### Aim of the exercise
Could you return all of the data exactly as given?

### Stored items
★ ★ ★ ★

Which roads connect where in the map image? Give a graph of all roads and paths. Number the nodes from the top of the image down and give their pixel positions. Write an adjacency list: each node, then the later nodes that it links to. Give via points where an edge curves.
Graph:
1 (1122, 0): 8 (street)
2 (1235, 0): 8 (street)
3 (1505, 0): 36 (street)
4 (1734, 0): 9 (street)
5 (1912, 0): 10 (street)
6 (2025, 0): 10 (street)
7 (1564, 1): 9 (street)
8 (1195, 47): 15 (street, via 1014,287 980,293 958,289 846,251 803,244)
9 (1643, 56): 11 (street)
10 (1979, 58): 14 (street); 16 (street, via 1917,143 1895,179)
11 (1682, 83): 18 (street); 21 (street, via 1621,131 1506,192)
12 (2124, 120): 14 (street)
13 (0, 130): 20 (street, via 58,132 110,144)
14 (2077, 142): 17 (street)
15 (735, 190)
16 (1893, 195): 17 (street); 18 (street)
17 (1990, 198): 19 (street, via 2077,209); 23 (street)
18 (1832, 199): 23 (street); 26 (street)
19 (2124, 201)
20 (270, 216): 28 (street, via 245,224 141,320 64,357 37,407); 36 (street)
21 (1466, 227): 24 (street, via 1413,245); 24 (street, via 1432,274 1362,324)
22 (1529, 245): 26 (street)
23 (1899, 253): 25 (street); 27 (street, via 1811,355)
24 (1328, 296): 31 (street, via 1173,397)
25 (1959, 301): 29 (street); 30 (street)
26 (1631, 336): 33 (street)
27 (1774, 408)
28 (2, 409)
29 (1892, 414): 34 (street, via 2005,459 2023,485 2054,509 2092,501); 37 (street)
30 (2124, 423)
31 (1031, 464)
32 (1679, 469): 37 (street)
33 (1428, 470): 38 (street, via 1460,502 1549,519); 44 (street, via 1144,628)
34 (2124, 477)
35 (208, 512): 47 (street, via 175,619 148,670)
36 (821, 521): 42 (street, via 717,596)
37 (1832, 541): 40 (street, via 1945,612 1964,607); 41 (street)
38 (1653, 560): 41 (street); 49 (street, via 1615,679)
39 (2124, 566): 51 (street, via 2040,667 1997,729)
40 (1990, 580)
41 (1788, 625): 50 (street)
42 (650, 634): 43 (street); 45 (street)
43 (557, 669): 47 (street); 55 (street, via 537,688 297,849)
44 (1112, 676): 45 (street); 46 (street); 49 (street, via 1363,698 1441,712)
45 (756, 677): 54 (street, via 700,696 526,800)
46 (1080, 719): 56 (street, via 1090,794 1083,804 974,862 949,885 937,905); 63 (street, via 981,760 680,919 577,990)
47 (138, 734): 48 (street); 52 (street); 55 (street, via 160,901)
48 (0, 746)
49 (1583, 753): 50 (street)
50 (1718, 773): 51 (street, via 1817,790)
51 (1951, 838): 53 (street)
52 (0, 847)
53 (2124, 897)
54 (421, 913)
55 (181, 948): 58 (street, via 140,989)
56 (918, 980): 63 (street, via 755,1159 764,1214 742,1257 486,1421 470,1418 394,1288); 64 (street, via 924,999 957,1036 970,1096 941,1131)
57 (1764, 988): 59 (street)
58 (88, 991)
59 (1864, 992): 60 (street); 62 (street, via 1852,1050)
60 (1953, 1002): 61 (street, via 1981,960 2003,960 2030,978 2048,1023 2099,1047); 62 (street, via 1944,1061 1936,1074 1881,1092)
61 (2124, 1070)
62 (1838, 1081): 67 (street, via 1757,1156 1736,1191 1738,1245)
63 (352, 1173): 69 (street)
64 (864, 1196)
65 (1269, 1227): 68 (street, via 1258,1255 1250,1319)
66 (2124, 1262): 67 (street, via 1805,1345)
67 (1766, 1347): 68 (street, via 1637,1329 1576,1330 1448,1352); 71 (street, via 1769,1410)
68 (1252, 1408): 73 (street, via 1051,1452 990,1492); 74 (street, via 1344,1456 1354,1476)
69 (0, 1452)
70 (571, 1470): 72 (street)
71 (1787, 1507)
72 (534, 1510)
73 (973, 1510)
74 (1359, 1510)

★ ★ ★ ★

### Task output
Which roads connect where in the map image? Give a graph of all roads and paths. Number the nodes from the top of the image down and give their pixel positions. Write an adjacency list: each node, then the later nodes that it links to. Give via points where an edge curves.
Graph:
1 (1122, 0): 8 (street)
2 (1235, 0): 8 (street)
3 (1505, 0): 36 (street)
4 (1734, 0): 9 (street)
5 (1912, 0): 10 (street)
6 (2025, 0): 10 (street)
7 (1564, 1): 9 (street)
8 (1195, 47): 15 (street, via 1014,287 980,293 958,289 846,251 803,244)
9 (1643, 56): 11 (street)
10 (1979, 58): 14 (street); 16 (street, via 1917,143 1895,179)
11 (1682, 83): 18 (street); 21 (street, via 1621,131 1506,192)
12 (2124, 120): 14 (street)
13 (0, 130): 20 (street, via 58,132 110,144)
14 (2077, 142): 17 (street)
15 (735, 190)
16 (1893, 195): 17 (street); 18 (street)
17 (1990, 198): 19 (street, via 2077,209); 23 (street)
18 (1832, 199): 23 (street); 26 (street)
19 (2124, 201)
20 (270, 216): 28 (street, via 245,224 141,320 64,357 37,407); 36 (street)
21 (1466, 227): 24 (street, via 1413,245); 24 (street, via 1432,274 1362,324)
22 (1529, 245): 26 (street)
23 (1899, 253): 25 (street); 27 (street, via 1811,355)
24 (1328, 296): 31 (street, via 1173,397)
25 (1959, 301): 29 (street); 30 (street)
26 (1631, 336): 33 (street)
27 (1774, 408)
28 (2, 409)
29 (1892, 414): 34 (street, via 2005,459 2023,485 2054,509 2092,501); 37 (street)
30 (2124, 423)
31 (1031, 464)
32 (1679, 469): 37 (street)
33 (1428, 470): 38 (street, via 1460,502 1549,519); 44 (street, via 1144,628)
34 (2124, 477)
35 (208, 512): 47 (street, via 175,619 148,670)
36 (821, 521): 42 (street, via 717,596)
37 (1832, 541): 40 (street, via 1945,612 1964,607); 41 (street)
38 (1653, 560): 41 (street); 49 (street, via 1615,679)
39 (2124, 566): 51 (street, via 2040,667 1997,729)
40 (1990, 580)
41 (1788, 625): 50 (street)
42 (650, 634): 43 (street); 45 (street)
43 (557, 669): 47 (street); 55 (street, via 537,688 297,849)
44 (1112, 676): 45 (street); 46 (street); 49 (street, via 1363,698 1441,712)
45 (756, 677): 54 (street, via 700,696 526,800)
46 (1080, 719): 56 (street, via 1090,794 1083,804 974,862 949,885 937,905); 63 (street, via 981,760 680,919 577,990)
47 (138, 734): 48 (street); 52 (street); 55 (street, via 160,901)
48 (0, 746)
49 (1583, 753): 50 (street)
50 (1718, 773): 51 (street, via 1817,790)
51 (1951, 838): 53 (street)
52 (0, 847)
53 (2124, 897)
54 (421, 913)
55 (181, 948): 58 (street, via 140,989)
56 (918, 980): 63 (street, via 755,1159 764,1214 742,1257 486,1421 470,1418 394,1288); 64 (street, via 924,999 957,1036 970,1096 941,1131)
57 (1764, 988): 59 (street)
58 (88, 991)
59 (1864, 992): 60 (street); 62 (street, via 1852,1050)
60 (1953, 1002): 61 (street, via 1981,960 2003,960 2030,978 2048,1023 2099,1047); 62 (street, via 1944,1061 1936,1074 1881,1092)
61 (2124, 1070)
62 (1838, 1081): 67 (street, via 1757,1156 1736,1191 1738,1245)
63 (352, 1173): 69 (street)
64 (864, 1196)
65 (1269, 1227): 68 (street, via 1258,1255 1250,1319)
66 (2124, 1262): 67 (street, via 1805,1345)
67 (1766, 1347): 68 (street, via 1637,1329 1576,1330 1448,1352); 71 (street, via 1769,1410)
68 (1252, 1408): 73 (street, via 1051,1452 990,1492); 74 (street, via 1344,1456 1354,1476)
69 (0, 1452)
70 (571, 1470): 72 (street)
71 (1787, 1507)
72 (534, 1510)
73 (973, 1510)
74 (1359, 1510)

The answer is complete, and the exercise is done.